◆ EXERCISE DETAILS
Extract the lines that carry the string "Peter" from the listing.

◆ DATA
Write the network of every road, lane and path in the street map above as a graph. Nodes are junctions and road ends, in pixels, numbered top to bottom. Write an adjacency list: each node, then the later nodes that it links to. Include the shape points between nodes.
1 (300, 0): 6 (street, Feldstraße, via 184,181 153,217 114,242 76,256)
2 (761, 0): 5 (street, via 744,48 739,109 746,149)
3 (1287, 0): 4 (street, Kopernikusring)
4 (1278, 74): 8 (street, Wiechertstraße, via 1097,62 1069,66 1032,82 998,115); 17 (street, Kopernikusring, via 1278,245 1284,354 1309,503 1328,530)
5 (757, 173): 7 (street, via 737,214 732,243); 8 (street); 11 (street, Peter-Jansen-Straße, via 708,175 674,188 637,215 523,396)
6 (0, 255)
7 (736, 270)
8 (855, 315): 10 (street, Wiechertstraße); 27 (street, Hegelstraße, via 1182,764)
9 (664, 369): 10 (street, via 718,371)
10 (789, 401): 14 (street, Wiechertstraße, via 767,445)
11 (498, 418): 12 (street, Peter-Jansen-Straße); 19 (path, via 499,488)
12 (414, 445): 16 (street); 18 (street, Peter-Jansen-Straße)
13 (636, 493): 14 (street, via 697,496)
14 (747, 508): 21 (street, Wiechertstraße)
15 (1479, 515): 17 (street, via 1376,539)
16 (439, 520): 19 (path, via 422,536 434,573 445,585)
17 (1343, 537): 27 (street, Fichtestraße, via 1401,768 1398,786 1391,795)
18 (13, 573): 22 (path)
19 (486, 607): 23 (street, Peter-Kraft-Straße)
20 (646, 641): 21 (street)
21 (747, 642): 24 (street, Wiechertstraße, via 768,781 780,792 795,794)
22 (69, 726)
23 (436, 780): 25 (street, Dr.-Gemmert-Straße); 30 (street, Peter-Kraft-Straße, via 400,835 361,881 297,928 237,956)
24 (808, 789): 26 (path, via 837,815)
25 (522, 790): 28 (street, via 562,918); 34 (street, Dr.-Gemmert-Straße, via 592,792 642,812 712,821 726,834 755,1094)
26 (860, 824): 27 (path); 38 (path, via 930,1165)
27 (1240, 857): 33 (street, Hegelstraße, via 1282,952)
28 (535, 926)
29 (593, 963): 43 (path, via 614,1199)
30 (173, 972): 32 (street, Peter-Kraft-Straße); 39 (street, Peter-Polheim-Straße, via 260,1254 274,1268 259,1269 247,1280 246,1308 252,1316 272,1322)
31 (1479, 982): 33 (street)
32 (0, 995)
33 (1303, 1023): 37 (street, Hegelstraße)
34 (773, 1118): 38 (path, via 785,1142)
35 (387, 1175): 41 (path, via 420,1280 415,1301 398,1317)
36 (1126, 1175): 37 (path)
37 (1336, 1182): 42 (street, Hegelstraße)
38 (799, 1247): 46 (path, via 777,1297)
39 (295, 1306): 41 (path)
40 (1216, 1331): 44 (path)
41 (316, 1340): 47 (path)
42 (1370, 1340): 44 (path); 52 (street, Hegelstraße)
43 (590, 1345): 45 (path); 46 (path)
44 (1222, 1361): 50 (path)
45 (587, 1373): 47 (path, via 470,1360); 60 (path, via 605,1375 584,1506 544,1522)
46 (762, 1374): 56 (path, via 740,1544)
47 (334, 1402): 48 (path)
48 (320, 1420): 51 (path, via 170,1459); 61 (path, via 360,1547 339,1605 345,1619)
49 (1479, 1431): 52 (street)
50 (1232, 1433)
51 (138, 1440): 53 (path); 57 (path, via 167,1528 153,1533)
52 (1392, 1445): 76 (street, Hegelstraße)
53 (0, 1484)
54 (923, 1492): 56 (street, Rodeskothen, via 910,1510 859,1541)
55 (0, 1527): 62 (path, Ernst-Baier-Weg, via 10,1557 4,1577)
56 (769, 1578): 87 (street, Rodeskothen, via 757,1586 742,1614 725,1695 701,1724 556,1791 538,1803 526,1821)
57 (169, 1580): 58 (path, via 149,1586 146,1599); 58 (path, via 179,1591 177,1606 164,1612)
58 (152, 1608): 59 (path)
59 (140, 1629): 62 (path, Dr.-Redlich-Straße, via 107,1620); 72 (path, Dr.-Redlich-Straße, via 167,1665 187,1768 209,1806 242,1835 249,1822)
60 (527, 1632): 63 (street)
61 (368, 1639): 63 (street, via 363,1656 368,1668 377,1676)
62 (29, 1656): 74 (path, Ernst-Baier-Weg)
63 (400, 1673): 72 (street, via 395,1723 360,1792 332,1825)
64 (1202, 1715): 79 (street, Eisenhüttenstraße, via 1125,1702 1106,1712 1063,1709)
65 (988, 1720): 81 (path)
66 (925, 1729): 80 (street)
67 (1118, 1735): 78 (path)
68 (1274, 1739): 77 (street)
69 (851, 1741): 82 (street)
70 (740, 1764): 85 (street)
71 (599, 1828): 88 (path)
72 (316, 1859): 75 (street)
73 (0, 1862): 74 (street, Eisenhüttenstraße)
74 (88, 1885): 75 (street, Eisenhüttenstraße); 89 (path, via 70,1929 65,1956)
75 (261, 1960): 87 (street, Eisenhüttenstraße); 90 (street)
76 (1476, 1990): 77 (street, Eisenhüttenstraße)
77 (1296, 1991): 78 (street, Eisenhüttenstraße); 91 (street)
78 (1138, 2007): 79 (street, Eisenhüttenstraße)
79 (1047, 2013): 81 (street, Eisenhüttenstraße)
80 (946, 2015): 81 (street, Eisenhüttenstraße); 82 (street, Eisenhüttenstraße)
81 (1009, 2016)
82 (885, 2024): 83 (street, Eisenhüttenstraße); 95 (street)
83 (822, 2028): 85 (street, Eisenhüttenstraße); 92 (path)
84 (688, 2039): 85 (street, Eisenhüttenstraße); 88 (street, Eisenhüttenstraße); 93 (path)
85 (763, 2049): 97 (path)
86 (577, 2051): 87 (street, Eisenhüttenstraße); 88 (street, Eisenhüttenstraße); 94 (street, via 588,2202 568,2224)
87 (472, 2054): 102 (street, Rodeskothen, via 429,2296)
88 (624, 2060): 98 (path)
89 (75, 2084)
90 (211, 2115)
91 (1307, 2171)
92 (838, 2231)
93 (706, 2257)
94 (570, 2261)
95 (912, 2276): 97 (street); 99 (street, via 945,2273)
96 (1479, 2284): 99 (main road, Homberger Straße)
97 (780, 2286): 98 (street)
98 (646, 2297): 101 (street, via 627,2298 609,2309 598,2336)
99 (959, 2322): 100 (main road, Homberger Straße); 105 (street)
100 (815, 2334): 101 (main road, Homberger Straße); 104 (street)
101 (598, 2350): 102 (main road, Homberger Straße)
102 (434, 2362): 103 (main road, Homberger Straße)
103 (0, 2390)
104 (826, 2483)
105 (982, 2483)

◆ ANSWER FOR THIS EXERCISE
5 (757, 173): 7 (street, via 737,214 732,243); 8 (street); 11 (street, Peter-Jansen-Straße, via 708,175 674,188 637,215 523,396)
11 (498, 418): 12 (street, Peter-Jansen-Straße); 19 (path, via 499,488)
12 (414, 445): 16 (street); 18 (street, Peter-Jansen-Straße)
19 (486, 607): 23 (street, Peter-Kraft-Straße)
23 (436, 780): 25 (street, Dr.-Gemmert-Straße); 30 (street, Peter-Kraft-Straße, via 400,835 361,881 297,928 237,956)
30 (173, 972): 32 (street, Peter-Kraft-Straße); 39 (street, Peter-Polheim-Straße, via 260,1254 274,1268 259,1269 247,1280 246,1308 252,1316 272,1322)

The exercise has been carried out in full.